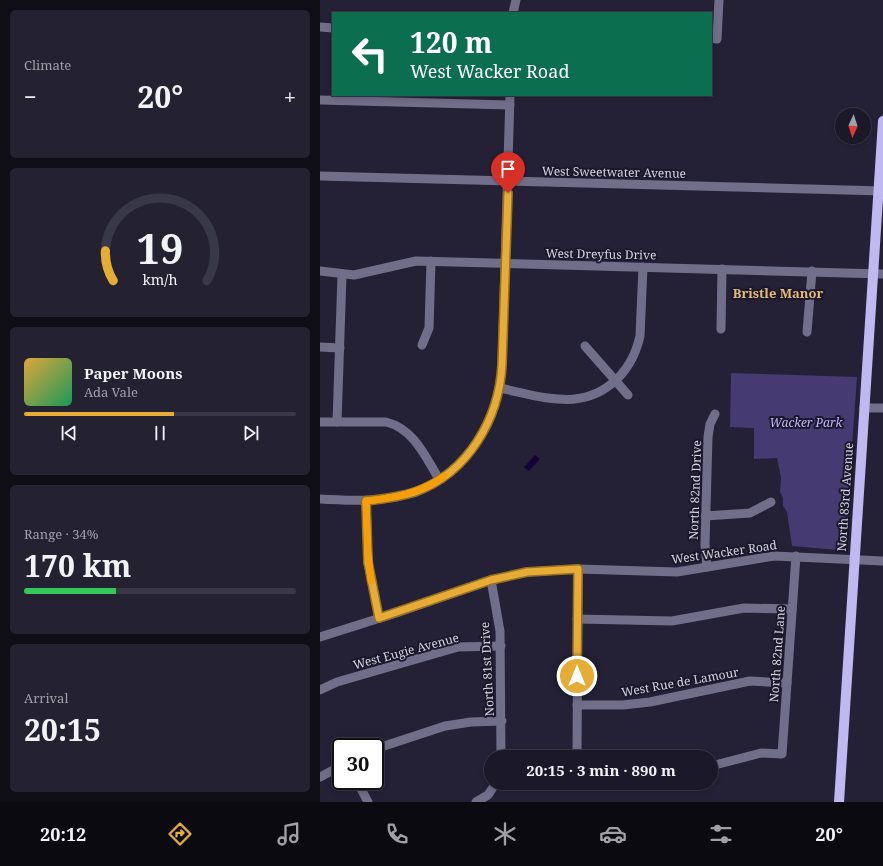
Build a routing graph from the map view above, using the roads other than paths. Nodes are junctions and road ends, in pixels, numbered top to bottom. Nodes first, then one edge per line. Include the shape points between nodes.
1 (516, 0) edge
2 (719, 0) edge
3 (513, 12) edge
4 (320, 27) edge
5 (332, 28) edge
6 (714, 38) edge
7 (510, 96) edge
8 (320, 100) edge
9 (510, 105) junction
10 (883, 121) edge
11 (320, 176) edge
12 (508, 181) junction
13 (881, 191) edge
14 (431, 261) junction
15 (505, 263) junction
16 (643, 267) junction
17 (722, 269) junction
18 (812, 271) junction
19 (320, 272) edge
20 (878, 274) edge
21 (342, 275) junction
22 (721, 329) dead end
23 (807, 332) dead end
24 (422, 345) dead end
25 (584, 346) dead end
26 (320, 347) edge
27 (340, 348) junction
28 (616, 381) junction
29 (500, 388) junction
30 (628, 396) dead end
31 (864, 408) junction
32 (883, 408) edge
33 (715, 414) dead end
34 (320, 422) edge
35 (337, 422) junction
36 (439, 479) junction
37 (320, 499) edge
38 (366, 501) junction
39 (771, 502) dead end
40 (705, 516) junction
41 (796, 556) junction
42 (854, 559) junction
43 (883, 561) edge
44 (707, 567) junction
45 (578, 569) junction
46 (491, 580) junction
47 (792, 609) junction
48 (379, 618) junction
49 (577, 619) junction
50 (320, 637) edge
51 (500, 646) junction
52 (787, 683) junction
53 (320, 690) edge
54 (577, 705) junction
55 (502, 722) junction
56 (384, 746) edge
57 (502, 750) edge
58 (577, 750) edge
59 (718, 764) edge
60 (332, 771) edge
61 (320, 778) edge
62 (362, 790) edge
63 (491, 790) edge
64 (368, 802) edge
65 (476, 802) edge
66 (839, 802) edge

1 - 3 street
2 - 6 street
4 - 5 street
7 - 9 street
8 - 9 street
9 - 12 street
10 - 13 main road, North 83rd Avenue
11 - 12 street, West Sweetwater Avenue
12 - 13 street, West Sweetwater Avenue
12 - 15 street
13 - 20 main road, North 83rd Avenue
14 - 15 street, West Dreyfus Drive
14 - 21 street, West Dreyfus Drive via 403,262 367,274
14 - 24 street via 429,328
15 - 16 street, West Dreyfus Drive
15 - 29 street
16 - 17 street, West Dreyfus Drive
16 - 28 street via 638,346 629,365
17 - 18 street, West Dreyfus Drive
17 - 22 street
18 - 20 street, West Dreyfus Drive
18 - 23 street
19 - 21 street, West Dreyfus Drive
20 - 31 main road, North 83rd Avenue
21 - 27 street
25 - 28 street
26 - 27 street
27 - 35 street
28 - 29 street via 589,397 568,399
28 - 30 street
29 - 36 street via 490,421 477,444 460,463
31 - 32 street
31 - 42 main road, North 83rd Avenue
33 - 40 street, North 82nd Drive via 708,437
34 - 35 street
35 - 36 street via 386,422 399,427 419,445
36 - 38 street via 406,495
37 - 38 street
38 - 48 street via 369,570
39 - 40 street via 750,513
40 - 44 street, North 82nd Drive
41 - 42 street, West Wacker Road
41 - 44 street, West Wacker Road via 758,557
41 - 47 street, North 82nd Lane
42 - 43 street, West Wacker Road
42 - 66 main road, North 83rd Avenue
44 - 45 street, West Wacker Road via 667,572
45 - 46 street, West Wacker Road via 527,572
45 - 49 street
46 - 48 street, West Wacker Road
46 - 51 street, North 81st Drive via 500,631
47 - 49 street via 744,608 672,621
47 - 52 street, North 82nd Lane
48 - 50 street, West Wacker Road
49 - 54 street
51 - 53 street, West Eugie Avenue via 458,647 337,682
51 - 55 street, North 81st Drive
52 - 54 street, West Rue de Lamour via 750,681 650,702
52 - 59 street, North 82nd Lane via 782,754 761,753
54 - 58 street
55 - 56 street via 471,722 445,726
55 - 57 street, North 81st Drive
60 - 61 street
62 - 64 street
63 - 65 street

YOUR ASSIGNMENT> An exact number is called for here: how many lines across the records contain the word "dead". Nothing else belongs in the answer.

PROBLEM SOLUTION> 7